Required work » In the data that follows, count the lines where "then" appears, and write only the number.

Records for this task »
________________________
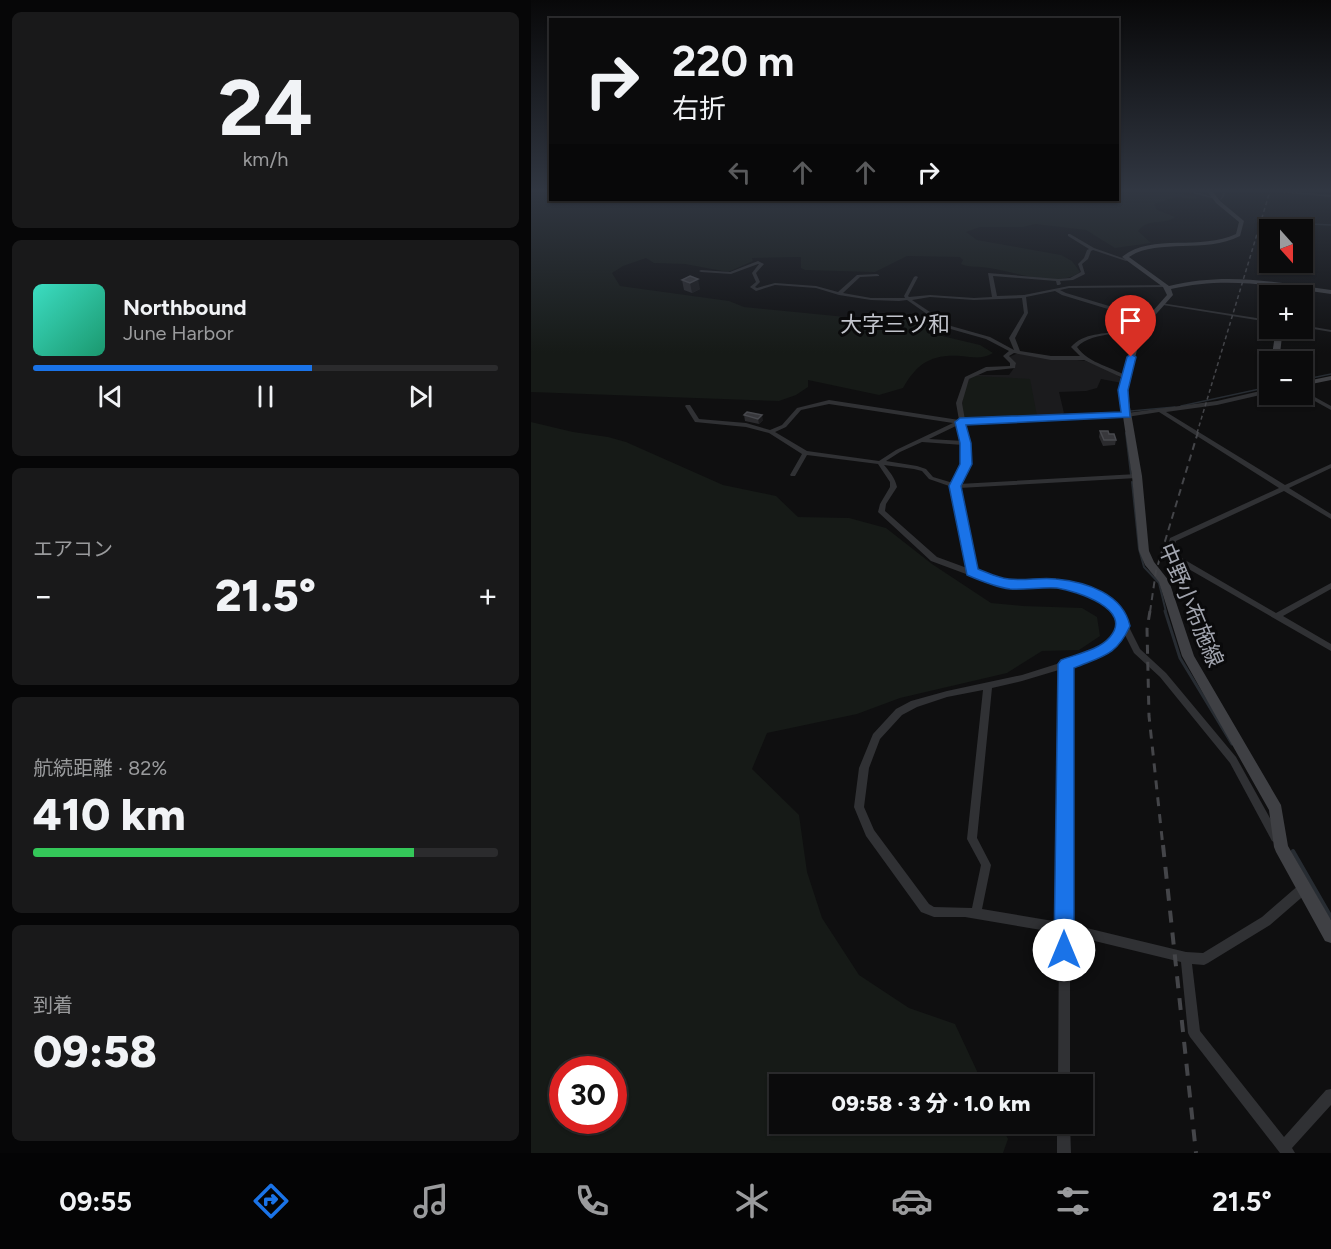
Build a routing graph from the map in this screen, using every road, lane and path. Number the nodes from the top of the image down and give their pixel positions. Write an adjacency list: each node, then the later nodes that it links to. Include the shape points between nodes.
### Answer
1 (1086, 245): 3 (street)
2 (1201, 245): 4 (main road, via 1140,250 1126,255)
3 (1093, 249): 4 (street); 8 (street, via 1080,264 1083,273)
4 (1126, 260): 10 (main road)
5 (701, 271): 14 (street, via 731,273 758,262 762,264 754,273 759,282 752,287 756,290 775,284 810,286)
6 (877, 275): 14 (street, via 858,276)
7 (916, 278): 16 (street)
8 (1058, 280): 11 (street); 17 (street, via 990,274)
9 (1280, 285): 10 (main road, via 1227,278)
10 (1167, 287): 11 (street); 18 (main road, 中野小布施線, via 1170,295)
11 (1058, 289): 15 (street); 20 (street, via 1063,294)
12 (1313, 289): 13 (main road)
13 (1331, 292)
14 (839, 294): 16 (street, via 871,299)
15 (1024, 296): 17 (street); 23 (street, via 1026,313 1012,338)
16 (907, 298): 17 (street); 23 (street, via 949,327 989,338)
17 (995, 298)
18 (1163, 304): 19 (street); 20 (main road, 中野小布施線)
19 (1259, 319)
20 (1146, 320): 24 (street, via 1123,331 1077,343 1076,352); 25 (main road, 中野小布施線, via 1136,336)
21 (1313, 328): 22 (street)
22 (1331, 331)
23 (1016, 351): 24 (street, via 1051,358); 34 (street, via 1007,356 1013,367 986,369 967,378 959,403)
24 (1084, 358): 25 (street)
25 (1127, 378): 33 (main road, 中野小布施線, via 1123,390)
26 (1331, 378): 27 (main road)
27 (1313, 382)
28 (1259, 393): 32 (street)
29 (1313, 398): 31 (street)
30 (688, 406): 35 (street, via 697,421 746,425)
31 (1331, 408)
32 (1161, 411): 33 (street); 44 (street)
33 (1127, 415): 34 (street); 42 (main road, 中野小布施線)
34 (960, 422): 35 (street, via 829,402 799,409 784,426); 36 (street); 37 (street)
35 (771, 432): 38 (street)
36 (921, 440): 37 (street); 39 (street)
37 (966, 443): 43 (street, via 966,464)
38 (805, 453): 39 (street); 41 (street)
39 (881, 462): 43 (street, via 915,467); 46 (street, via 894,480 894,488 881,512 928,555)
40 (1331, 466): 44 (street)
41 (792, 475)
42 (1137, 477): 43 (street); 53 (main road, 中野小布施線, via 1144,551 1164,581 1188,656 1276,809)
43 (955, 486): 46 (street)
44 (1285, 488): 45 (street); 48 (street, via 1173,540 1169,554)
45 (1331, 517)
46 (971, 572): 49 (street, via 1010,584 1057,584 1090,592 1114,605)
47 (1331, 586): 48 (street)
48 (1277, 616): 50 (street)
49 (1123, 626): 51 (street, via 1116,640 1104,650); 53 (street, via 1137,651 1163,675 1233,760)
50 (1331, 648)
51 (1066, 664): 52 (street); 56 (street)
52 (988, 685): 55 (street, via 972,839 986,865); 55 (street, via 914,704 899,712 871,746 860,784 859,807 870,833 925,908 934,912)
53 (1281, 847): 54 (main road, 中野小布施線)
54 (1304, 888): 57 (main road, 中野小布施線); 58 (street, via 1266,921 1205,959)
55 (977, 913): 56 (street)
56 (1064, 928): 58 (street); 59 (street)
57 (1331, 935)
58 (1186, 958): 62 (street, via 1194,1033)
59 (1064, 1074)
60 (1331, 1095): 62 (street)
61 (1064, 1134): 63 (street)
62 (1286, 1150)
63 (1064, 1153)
________________________
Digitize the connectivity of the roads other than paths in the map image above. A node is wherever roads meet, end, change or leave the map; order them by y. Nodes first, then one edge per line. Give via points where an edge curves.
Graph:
________________________
Written solution » 2